Ex Vivo PD-L1/PD-1 Pathway Blockade Reverses Dysfunction of Circulating CEA-Specific T Cells in Pancreatic Cancer Patients

Carcinoembryonic antigen (CEA) is a candidate target for cellular immunotherapy of pancreatic cancer. In this study, we have characterized the antigen-specific function of autologous cytotoxic T lymphocytes (CTL) specific for the HLA-A2-restricted peptide, pCEA691-699, isolated from the peripheral T-cell repertoire of pancreatic cancer patients and sought to determine if PD-L1 and TIM-3 blockade could enhance CTL function.
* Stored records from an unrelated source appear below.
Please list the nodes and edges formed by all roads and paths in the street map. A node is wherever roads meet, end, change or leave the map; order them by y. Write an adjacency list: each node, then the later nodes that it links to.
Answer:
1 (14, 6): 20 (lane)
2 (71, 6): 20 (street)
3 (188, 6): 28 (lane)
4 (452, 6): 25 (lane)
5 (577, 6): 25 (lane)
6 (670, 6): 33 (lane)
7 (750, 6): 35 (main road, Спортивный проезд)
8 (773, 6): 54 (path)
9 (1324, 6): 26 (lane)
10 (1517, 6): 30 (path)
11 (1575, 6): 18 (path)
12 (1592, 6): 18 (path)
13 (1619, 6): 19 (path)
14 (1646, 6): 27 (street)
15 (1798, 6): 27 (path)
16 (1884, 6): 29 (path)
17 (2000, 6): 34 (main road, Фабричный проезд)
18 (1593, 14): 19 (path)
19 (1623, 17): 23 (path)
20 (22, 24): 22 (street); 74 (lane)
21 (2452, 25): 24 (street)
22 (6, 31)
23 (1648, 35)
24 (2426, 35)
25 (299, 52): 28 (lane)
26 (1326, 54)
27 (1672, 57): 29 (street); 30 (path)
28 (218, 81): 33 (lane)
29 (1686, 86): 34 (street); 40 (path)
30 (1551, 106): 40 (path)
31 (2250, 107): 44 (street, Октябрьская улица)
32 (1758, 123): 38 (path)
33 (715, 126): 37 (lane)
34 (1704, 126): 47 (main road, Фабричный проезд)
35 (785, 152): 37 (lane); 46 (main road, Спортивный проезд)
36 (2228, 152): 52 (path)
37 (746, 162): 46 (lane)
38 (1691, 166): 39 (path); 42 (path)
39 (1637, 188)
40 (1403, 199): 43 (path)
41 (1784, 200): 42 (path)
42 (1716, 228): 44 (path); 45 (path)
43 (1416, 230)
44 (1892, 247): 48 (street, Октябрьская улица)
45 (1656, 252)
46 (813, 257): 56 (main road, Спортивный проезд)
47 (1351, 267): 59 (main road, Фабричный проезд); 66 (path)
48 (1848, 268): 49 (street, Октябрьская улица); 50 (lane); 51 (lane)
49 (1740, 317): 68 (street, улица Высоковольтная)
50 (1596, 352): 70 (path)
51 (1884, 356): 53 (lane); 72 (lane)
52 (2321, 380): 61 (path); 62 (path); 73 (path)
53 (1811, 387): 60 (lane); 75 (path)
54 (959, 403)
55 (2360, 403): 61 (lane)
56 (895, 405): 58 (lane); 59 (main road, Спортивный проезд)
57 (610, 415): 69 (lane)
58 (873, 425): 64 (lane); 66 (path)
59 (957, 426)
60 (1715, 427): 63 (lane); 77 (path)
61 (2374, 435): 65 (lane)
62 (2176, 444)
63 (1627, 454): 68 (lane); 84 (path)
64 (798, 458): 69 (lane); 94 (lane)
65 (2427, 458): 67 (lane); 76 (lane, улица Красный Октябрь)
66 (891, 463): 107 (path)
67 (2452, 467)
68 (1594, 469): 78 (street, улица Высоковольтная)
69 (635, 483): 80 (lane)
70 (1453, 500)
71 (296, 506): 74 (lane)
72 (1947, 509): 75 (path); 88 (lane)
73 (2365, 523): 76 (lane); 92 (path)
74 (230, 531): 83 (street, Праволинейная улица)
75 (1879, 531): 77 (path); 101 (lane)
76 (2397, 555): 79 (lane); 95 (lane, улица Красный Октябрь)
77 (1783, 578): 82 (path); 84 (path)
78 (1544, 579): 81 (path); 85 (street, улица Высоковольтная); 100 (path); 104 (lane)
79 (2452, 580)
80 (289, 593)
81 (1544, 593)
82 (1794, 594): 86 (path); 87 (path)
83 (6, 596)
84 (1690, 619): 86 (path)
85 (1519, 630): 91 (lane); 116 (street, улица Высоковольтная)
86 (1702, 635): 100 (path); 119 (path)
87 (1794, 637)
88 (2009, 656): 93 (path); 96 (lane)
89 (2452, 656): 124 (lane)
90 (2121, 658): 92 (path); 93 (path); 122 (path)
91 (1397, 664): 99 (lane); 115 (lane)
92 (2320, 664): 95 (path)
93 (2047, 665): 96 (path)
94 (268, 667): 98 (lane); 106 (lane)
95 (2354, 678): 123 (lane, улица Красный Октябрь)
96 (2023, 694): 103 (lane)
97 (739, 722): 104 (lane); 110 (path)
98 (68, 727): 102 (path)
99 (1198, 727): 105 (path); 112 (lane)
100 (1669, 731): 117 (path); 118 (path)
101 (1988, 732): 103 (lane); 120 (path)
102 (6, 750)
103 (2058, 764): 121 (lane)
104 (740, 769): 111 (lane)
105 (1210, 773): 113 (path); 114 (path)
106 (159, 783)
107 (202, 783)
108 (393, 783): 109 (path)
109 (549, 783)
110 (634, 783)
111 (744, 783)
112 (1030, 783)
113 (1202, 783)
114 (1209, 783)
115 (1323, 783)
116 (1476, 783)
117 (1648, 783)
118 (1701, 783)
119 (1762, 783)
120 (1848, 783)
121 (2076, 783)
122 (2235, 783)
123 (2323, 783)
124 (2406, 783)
CD8 T-cell lines were generated from peripheral blood mononuclear cells of 18 HLA-A2 patients with pancreatic cancer and from 15 healthy controls. peptide-specific responses were evaluated by flow cytometry after staining for intracellular cytokine production and carboxy fluorescein succinimydyl ester cytotoxicity assays using pancreatic cancer cell lines as targets. Cytokine-secreting functional CEA691-specific CTL lines were successfully generated from 10 of 18 pancreatic cancer patients, with two CTL lines able to recognize and kill both CEA691 peptide-loaded T2 cells and CEA HLA-A2 pancreatic cancer cell lines. In the presence of PD-L1 blockade, functional CEA691-specific CD8 T-cell responses, including IFNγ secretion and proliferation, were enhanced, and this effect was more pronounced on Ag-specific T cells isolated from tumor draining lymph nodes. These data demonstrate that CEA691-specific CTL can be readily expanded from the self-restricted T-cell repertoire of pancreatic cancer patients and that their function can be enhanced by PD-L1 blockade. .